» **The task**: Each entry must be restated word for word.

(Items from a data source)
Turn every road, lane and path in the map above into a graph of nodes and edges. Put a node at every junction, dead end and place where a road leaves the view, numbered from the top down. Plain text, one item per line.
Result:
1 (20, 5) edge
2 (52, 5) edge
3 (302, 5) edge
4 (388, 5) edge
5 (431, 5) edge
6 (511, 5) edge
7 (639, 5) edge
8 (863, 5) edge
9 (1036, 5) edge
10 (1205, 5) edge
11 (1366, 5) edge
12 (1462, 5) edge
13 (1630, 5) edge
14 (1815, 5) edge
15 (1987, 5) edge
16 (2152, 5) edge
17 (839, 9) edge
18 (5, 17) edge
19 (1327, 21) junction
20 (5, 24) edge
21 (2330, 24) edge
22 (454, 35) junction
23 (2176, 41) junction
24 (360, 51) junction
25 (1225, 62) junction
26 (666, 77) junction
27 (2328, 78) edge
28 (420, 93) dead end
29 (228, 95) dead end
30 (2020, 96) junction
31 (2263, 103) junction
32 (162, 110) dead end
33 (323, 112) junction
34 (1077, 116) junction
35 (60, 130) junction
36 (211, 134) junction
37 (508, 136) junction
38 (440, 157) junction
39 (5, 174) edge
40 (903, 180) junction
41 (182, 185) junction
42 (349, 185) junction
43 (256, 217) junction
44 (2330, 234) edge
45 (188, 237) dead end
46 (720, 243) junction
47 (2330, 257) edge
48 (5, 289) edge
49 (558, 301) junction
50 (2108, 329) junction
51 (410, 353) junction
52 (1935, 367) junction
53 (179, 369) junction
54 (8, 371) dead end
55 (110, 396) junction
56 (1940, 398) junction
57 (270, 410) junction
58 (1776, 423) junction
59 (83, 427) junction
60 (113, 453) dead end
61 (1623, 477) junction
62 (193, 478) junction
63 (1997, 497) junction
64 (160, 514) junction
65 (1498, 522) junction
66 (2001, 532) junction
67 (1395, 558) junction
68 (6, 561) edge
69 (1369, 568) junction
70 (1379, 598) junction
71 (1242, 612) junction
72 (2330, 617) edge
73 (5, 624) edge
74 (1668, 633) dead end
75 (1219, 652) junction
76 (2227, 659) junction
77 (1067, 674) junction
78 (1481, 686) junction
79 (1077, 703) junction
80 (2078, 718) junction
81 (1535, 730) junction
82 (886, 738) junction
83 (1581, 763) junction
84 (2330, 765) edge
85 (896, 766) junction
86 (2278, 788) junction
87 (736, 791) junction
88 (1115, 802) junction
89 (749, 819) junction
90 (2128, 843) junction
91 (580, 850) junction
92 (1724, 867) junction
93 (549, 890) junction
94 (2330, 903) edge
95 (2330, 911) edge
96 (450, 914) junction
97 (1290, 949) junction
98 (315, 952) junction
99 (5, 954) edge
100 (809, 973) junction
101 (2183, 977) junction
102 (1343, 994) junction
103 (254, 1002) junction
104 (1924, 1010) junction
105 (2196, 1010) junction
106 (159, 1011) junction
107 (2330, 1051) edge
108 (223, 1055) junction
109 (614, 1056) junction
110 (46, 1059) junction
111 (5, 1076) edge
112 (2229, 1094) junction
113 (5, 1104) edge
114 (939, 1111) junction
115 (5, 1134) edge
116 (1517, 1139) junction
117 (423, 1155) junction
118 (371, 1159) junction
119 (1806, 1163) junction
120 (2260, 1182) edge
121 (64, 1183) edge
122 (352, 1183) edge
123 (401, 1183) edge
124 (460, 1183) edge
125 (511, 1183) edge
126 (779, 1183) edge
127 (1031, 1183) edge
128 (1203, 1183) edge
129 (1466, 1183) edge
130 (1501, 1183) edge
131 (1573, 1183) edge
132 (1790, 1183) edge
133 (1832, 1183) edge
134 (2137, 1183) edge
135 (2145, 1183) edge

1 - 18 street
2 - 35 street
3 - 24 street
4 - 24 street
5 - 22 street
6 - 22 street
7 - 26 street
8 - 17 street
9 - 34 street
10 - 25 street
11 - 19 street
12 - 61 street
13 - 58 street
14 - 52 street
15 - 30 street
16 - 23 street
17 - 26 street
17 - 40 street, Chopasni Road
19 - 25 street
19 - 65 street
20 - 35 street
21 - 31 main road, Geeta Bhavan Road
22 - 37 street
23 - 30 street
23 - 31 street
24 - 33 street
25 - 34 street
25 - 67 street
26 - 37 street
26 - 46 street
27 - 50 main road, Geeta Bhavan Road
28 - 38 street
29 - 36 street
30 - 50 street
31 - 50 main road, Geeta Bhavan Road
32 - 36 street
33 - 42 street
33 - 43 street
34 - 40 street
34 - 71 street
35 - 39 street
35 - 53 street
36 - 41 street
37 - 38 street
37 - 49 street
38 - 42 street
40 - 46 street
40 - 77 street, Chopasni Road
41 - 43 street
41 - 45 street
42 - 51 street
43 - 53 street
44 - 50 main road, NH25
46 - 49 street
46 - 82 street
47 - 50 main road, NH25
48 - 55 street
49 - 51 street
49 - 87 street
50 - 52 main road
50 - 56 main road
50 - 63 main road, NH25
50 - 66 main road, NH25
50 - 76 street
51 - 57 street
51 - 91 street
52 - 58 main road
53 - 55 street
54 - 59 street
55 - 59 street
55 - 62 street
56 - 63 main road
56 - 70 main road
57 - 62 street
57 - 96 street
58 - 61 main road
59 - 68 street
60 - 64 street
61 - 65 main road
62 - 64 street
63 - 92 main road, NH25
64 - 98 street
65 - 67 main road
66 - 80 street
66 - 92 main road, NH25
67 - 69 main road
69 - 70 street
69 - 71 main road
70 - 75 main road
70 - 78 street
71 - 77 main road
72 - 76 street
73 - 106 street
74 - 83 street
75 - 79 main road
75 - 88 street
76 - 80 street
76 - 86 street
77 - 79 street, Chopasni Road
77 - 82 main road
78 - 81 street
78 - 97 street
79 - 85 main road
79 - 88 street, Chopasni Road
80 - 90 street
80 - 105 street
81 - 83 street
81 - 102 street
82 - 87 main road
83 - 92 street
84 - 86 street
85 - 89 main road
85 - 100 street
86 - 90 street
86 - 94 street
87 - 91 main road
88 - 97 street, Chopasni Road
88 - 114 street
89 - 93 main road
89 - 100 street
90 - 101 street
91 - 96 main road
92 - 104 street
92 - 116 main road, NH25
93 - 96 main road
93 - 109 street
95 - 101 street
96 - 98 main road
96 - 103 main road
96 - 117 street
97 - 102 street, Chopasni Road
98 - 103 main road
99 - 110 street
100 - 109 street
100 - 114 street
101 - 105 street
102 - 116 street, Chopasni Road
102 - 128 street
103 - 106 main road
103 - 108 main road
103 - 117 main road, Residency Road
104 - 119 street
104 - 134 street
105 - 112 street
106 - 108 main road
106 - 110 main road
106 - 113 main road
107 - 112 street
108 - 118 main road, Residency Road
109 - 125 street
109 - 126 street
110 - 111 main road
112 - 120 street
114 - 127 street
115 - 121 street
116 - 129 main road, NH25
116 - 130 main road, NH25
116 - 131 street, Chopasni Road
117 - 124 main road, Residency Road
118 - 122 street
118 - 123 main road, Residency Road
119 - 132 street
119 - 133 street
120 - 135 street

» **Output of the task**:
Turn every road, lane and path in the map above into a graph of nodes and edges. Put a node at every junction, dead end and place where a road leaves the view, numbered from the top down. Plain text, one item per line.
Result:
1 (20, 5) edge
2 (52, 5) edge
3 (302, 5) edge
4 (388, 5) edge
5 (431, 5) edge
6 (511, 5) edge
7 (639, 5) edge
8 (863, 5) edge
9 (1036, 5) edge
10 (1205, 5) edge
11 (1366, 5) edge
12 (1462, 5) edge
13 (1630, 5) edge
14 (1815, 5) edge
15 (1987, 5) edge
16 (2152, 5) edge
17 (839, 9) edge
18 (5, 17) edge
19 (1327, 21) junction
20 (5, 24) edge
21 (2330, 24) edge
22 (454, 35) junction
23 (2176, 41) junction
24 (360, 51) junction
25 (1225, 62) junction
26 (666, 77) junction
27 (2328, 78) edge
28 (420, 93) dead end
29 (228, 95) dead end
30 (2020, 96) junction
31 (2263, 103) junction
32 (162, 110) dead end
33 (323, 112) junction
34 (1077, 116) junction
35 (60, 130) junction
36 (211, 134) junction
37 (508, 136) junction
38 (440, 157) junction
39 (5, 174) edge
40 (903, 180) junction
41 (182, 185) junction
42 (349, 185) junction
43 (256, 217) junction
44 (2330, 234) edge
45 (188, 237) dead end
46 (720, 243) junction
47 (2330, 257) edge
48 (5, 289) edge
49 (558, 301) junction
50 (2108, 329) junction
51 (410, 353) junction
52 (1935, 367) junction
53 (179, 369) junction
54 (8, 371) dead end
55 (110, 396) junction
56 (1940, 398) junction
57 (270, 410) junction
58 (1776, 423) junction
59 (83, 427) junction
60 (113, 453) dead end
61 (1623, 477) junction
62 (193, 478) junction
63 (1997, 497) junction
64 (160, 514) junction
65 (1498, 522) junction
66 (2001, 532) junction
67 (1395, 558) junction
68 (6, 561) edge
69 (1369, 568) junction
70 (1379, 598) junction
71 (1242, 612) junction
72 (2330, 617) edge
73 (5, 624) edge
74 (1668, 633) dead end
75 (1219, 652) junction
76 (2227, 659) junction
77 (1067, 674) junction
78 (1481, 686) junction
79 (1077, 703) junction
80 (2078, 718) junction
81 (1535, 730) junction
82 (886, 738) junction
83 (1581, 763) junction
84 (2330, 765) edge
85 (896, 766) junction
86 (2278, 788) junction
87 (736, 791) junction
88 (1115, 802) junction
89 (749, 819) junction
90 (2128, 843) junction
91 (580, 850) junction
92 (1724, 867) junction
93 (549, 890) junction
94 (2330, 903) edge
95 (2330, 911) edge
96 (450, 914) junction
97 (1290, 949) junction
98 (315, 952) junction
99 (5, 954) edge
100 (809, 973) junction
101 (2183, 977) junction
102 (1343, 994) junction
103 (254, 1002) junction
104 (1924, 1010) junction
105 (2196, 1010) junction
106 (159, 1011) junction
107 (2330, 1051) edge
108 (223, 1055) junction
109 (614, 1056) junction
110 (46, 1059) junction
111 (5, 1076) edge
112 (2229, 1094) junction
113 (5, 1104) edge
114 (939, 1111) junction
115 (5, 1134) edge
116 (1517, 1139) junction
117 (423, 1155) junction
118 (371, 1159) junction
119 (1806, 1163) junction
120 (2260, 1182) edge
121 (64, 1183) edge
122 (352, 1183) edge
123 (401, 1183) edge
124 (460, 1183) edge
125 (511, 1183) edge
126 (779, 1183) edge
127 (1031, 1183) edge
128 (1203, 1183) edge
129 (1466, 1183) edge
130 (1501, 1183) edge
131 (1573, 1183) edge
132 (1790, 1183) edge
133 (1832, 1183) edge
134 (2137, 1183) edge
135 (2145, 1183) edge

1 - 18 street
2 - 35 street
3 - 24 street
4 - 24 street
5 - 22 street
6 - 22 street
7 - 26 street
8 - 17 street
9 - 34 street
10 - 25 street
11 - 19 street
12 - 61 street
13 - 58 street
14 - 52 street
15 - 30 street
16 - 23 street
17 - 26 street
17 - 40 street, Chopasni Road
19 - 25 street
19 - 65 street
20 - 35 street
21 - 31 main road, Geeta Bhavan Road
22 - 37 street
23 - 30 street
23 - 31 street
24 - 33 street
25 - 34 street
25 - 67 street
26 - 37 street
26 - 46 street
27 - 50 main road, Geeta Bhavan Road
28 - 38 street
29 - 36 street
30 - 50 street
31 - 50 main road, Geeta Bhavan Road
32 - 36 street
33 - 42 street
33 - 43 street
34 - 40 street
34 - 71 street
35 - 39 street
35 - 53 street
36 - 41 street
37 - 38 street
37 - 49 street
38 - 42 street
40 - 46 street
40 - 77 street, Chopasni Road
41 - 43 street
41 - 45 street
42 - 51 street
43 - 53 street
44 - 50 main road, NH25
46 - 49 street
46 - 82 street
47 - 50 main road, NH25
48 - 55 street
49 - 51 street
49 - 87 street
50 - 52 main road
50 - 56 main road
50 - 63 main road, NH25
50 - 66 main road, NH25
50 - 76 street
51 - 57 street
51 - 91 street
52 - 58 main road
53 - 55 street
54 - 59 street
55 - 59 street
55 - 62 street
56 - 63 main road
56 - 70 main road
57 - 62 street
57 - 96 street
58 - 61 main road
59 - 68 street
60 - 64 street
61 - 65 main road
62 - 64 street
63 - 92 main road, NH25
64 - 98 street
65 - 67 main road
66 - 80 street
66 - 92 main road, NH25
67 - 69 main road
69 - 70 street
69 - 71 main road
70 - 75 main road
70 - 78 street
71 - 77 main road
72 - 76 street
73 - 106 street
74 - 83 street
75 - 79 main road
75 - 88 street
76 - 80 street
76 - 86 street
77 - 79 street, Chopasni Road
77 - 82 main road
78 - 81 street
78 - 97 street
79 - 85 main road
79 - 88 street, Chopasni Road
80 - 90 street
80 - 105 street
81 - 83 street
81 - 102 street
82 - 87 main road
83 - 92 street
84 - 86 street
85 - 89 main road
85 - 100 street
86 - 90 street
86 - 94 street
87 - 91 main road
88 - 97 street, Chopasni Road
88 - 114 street
89 - 93 main road
89 - 100 street
90 - 101 street
91 - 96 main road
92 - 104 street
92 - 116 main road, NH25
93 - 96 main road
93 - 109 street
95 - 101 street
96 - 98 main road
96 - 103 main road
96 - 117 street
97 - 102 street, Chopasni Road
98 - 103 main road
99 - 110 street
100 - 109 street
100 - 114 street
101 - 105 street
102 - 116 street, Chopasni Road
102 - 128 street
103 - 106 main road
103 - 108 main road
103 - 117 main road, Residency Road
104 - 119 street
104 - 134 street
105 - 112 street
106 - 108 main road
106 - 110 main road
106 - 113 main road
107 - 112 street
108 - 118 main road, Residency Road
109 - 125 street
109 - 126 street
110 - 111 main road
112 - 120 street
114 - 127 street
115 - 121 street
116 - 129 main road, NH25
116 - 130 main road, NH25
116 - 131 street, Chopasni Road
117 - 124 main road, Residency Road
118 - 122 street
118 - 123 main road, Residency Road
119 - 132 street
119 - 133 street
120 - 135 street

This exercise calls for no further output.